Source records:
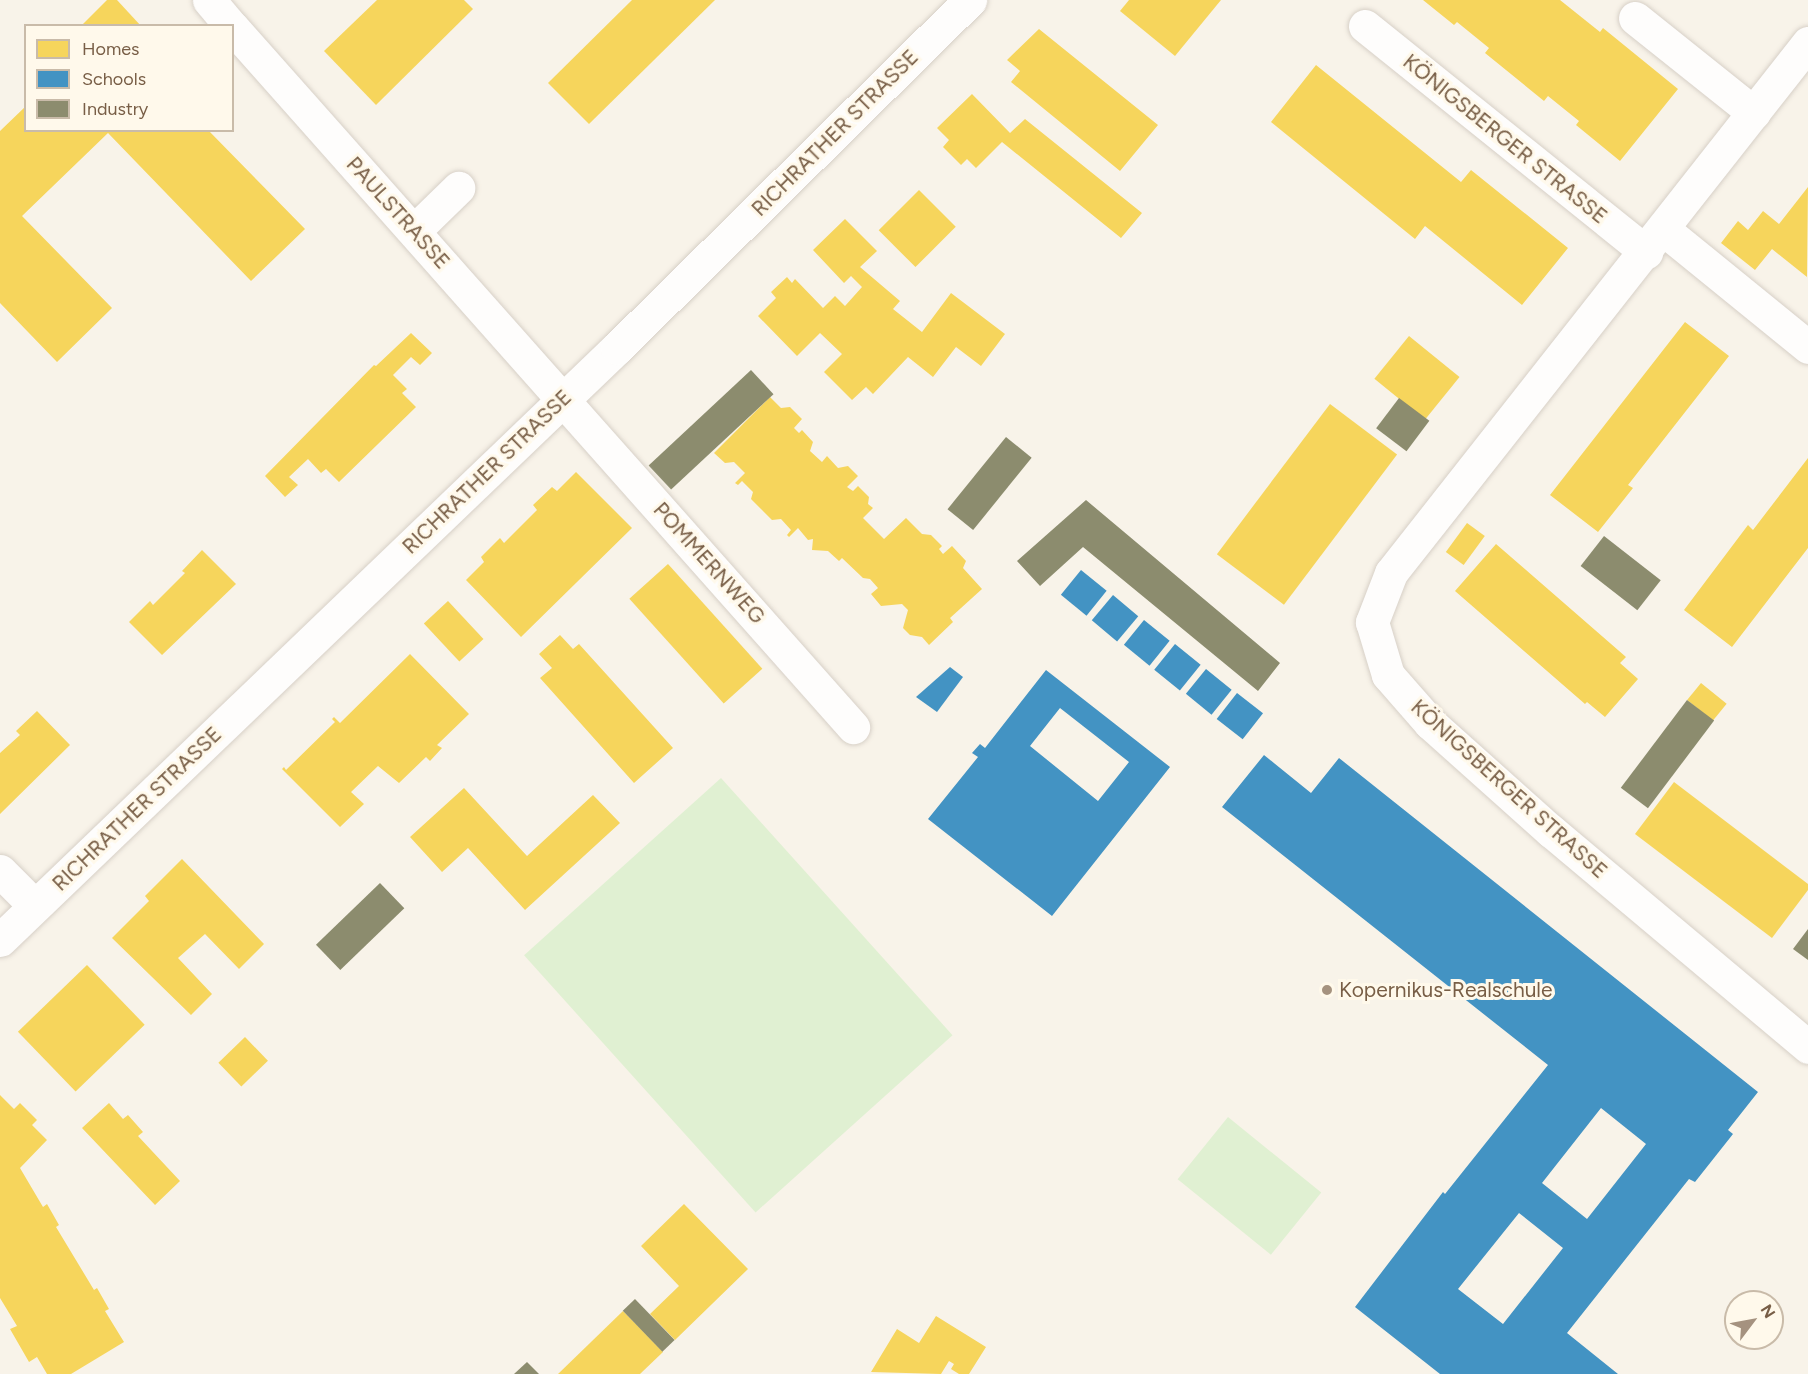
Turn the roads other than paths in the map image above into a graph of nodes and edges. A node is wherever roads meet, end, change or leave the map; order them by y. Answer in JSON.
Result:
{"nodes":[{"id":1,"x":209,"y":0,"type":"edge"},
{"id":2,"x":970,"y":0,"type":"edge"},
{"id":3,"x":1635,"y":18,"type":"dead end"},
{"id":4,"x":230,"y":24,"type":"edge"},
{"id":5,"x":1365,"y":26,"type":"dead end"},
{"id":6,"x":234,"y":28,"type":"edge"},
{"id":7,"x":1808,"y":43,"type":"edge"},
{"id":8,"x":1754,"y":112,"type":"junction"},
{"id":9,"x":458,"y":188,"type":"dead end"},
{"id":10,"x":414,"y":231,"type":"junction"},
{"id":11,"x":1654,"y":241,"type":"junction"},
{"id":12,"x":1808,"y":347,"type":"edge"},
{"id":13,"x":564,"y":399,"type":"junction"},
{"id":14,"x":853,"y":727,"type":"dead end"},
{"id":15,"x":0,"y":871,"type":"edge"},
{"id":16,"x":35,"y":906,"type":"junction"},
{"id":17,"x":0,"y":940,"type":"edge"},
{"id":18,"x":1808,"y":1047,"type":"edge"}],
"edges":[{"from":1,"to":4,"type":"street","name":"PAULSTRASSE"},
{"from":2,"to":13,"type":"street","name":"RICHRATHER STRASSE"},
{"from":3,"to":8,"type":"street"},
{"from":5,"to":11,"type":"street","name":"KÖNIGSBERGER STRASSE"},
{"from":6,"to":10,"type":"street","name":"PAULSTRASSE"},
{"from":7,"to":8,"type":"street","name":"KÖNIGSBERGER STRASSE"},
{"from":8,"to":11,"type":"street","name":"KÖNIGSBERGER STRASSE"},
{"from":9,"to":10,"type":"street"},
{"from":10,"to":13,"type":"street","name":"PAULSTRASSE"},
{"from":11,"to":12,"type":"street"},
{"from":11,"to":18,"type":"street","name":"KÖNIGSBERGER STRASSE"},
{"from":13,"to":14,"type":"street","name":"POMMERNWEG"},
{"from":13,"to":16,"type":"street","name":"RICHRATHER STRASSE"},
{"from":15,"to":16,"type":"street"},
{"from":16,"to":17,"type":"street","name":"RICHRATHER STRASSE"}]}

...

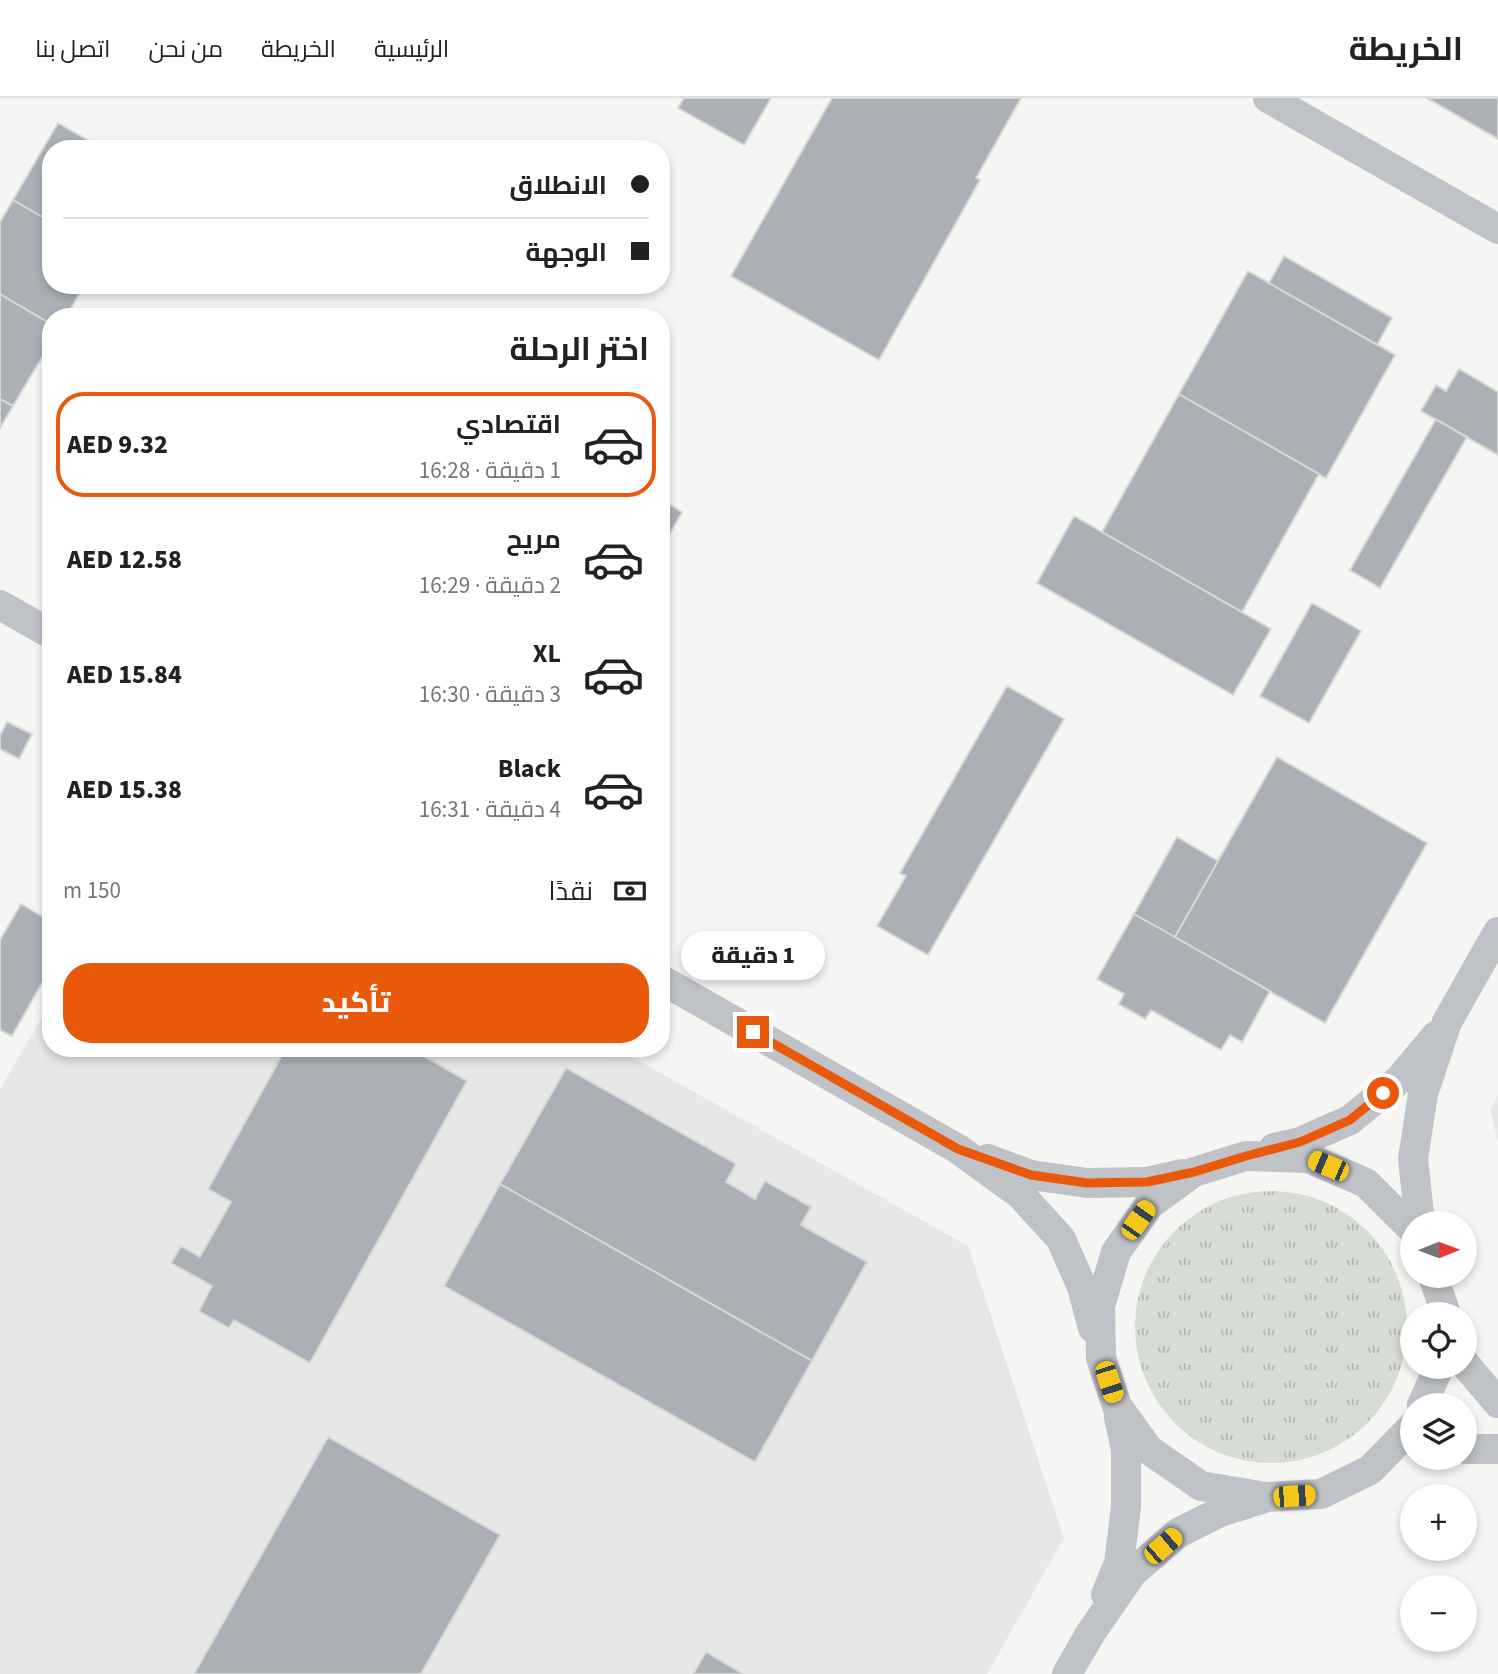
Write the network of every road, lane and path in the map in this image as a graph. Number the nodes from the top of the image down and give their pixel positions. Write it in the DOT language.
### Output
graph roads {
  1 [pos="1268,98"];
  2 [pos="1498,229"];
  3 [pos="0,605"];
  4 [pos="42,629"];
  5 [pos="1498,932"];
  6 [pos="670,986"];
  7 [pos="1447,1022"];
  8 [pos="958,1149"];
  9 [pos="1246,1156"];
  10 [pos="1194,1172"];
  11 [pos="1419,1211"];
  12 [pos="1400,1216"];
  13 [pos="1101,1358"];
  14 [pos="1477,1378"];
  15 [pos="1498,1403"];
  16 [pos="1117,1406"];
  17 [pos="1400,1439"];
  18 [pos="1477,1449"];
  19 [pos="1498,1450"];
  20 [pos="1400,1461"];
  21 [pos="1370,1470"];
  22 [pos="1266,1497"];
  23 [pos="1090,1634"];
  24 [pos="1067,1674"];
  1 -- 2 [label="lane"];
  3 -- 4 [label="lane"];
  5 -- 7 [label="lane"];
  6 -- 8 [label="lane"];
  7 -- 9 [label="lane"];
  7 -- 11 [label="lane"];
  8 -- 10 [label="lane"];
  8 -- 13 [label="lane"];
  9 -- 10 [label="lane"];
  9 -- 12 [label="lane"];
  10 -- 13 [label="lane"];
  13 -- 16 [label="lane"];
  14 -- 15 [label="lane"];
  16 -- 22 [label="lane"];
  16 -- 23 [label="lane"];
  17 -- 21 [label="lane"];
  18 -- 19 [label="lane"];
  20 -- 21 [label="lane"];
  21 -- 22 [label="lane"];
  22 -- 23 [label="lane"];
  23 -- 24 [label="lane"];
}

* * *

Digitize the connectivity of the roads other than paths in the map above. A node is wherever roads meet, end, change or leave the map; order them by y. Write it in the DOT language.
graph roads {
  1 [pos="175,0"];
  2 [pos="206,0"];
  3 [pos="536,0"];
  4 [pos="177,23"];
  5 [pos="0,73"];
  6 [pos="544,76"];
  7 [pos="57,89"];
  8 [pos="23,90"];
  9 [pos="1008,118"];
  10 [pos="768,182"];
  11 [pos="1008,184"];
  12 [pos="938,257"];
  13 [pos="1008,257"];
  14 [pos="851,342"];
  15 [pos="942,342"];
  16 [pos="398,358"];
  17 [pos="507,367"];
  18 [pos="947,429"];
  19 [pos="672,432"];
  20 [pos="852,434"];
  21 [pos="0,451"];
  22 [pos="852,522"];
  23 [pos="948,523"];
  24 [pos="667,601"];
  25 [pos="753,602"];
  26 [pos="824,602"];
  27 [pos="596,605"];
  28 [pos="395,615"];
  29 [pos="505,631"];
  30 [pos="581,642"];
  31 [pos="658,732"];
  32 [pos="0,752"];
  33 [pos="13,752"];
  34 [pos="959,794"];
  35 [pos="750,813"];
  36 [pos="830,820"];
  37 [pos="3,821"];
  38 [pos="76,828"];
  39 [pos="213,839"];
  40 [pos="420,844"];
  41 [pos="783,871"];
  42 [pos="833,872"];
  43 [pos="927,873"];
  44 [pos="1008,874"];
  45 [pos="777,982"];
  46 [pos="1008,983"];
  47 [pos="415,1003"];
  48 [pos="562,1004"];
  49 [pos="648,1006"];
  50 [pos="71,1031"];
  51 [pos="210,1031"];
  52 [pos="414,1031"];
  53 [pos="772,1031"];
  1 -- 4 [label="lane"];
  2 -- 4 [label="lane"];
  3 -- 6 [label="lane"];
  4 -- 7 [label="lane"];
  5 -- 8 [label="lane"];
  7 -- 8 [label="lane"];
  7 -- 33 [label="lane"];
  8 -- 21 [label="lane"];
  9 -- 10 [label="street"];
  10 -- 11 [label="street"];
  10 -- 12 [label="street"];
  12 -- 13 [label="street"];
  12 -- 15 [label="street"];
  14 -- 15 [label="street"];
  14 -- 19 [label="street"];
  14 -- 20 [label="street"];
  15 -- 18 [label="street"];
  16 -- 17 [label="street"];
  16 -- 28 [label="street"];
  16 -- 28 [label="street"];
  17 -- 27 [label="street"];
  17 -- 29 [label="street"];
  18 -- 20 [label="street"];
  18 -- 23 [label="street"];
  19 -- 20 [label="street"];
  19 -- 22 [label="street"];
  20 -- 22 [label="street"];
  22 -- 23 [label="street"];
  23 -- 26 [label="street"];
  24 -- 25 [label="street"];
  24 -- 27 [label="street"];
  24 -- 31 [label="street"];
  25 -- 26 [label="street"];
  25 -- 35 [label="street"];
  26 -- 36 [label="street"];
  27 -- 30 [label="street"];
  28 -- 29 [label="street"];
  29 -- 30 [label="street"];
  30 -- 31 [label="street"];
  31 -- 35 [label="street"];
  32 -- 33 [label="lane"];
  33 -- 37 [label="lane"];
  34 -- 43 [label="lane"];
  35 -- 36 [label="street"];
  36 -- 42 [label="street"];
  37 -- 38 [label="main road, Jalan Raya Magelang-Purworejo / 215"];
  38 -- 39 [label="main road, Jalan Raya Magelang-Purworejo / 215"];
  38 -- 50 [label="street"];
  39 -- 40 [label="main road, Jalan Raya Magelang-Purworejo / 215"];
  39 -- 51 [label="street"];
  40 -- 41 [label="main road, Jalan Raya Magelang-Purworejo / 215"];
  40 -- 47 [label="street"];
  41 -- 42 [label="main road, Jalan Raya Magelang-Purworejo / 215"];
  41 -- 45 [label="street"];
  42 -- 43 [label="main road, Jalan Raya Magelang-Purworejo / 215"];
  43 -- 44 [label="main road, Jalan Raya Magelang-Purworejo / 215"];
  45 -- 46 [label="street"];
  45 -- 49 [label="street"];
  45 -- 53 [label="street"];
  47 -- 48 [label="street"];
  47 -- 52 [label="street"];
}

--- What to produce ---
Return, from the data, each line where the string "Jalan" occurs.

--- Solution below ---
  37 -- 38 [label="main road, Jalan Raya Magelang-Purworejo / 215"];
  38 -- 39 [label="main road, Jalan Raya Magelang-Purworejo / 215"];
  39 -- 40 [label="main road, Jalan Raya Magelang-Purworejo / 215"];
  40 -- 41 [label="main road, Jalan Raya Magelang-Purworejo / 215"];
  41 -- 42 [label="main road, Jalan Raya Magelang-Purworejo / 215"];
  42 -- 43 [label="main road, Jalan Raya Magelang-Purworejo / 215"];
  43 -- 44 [label="main road, Jalan Raya Magelang-Purworejo / 215"];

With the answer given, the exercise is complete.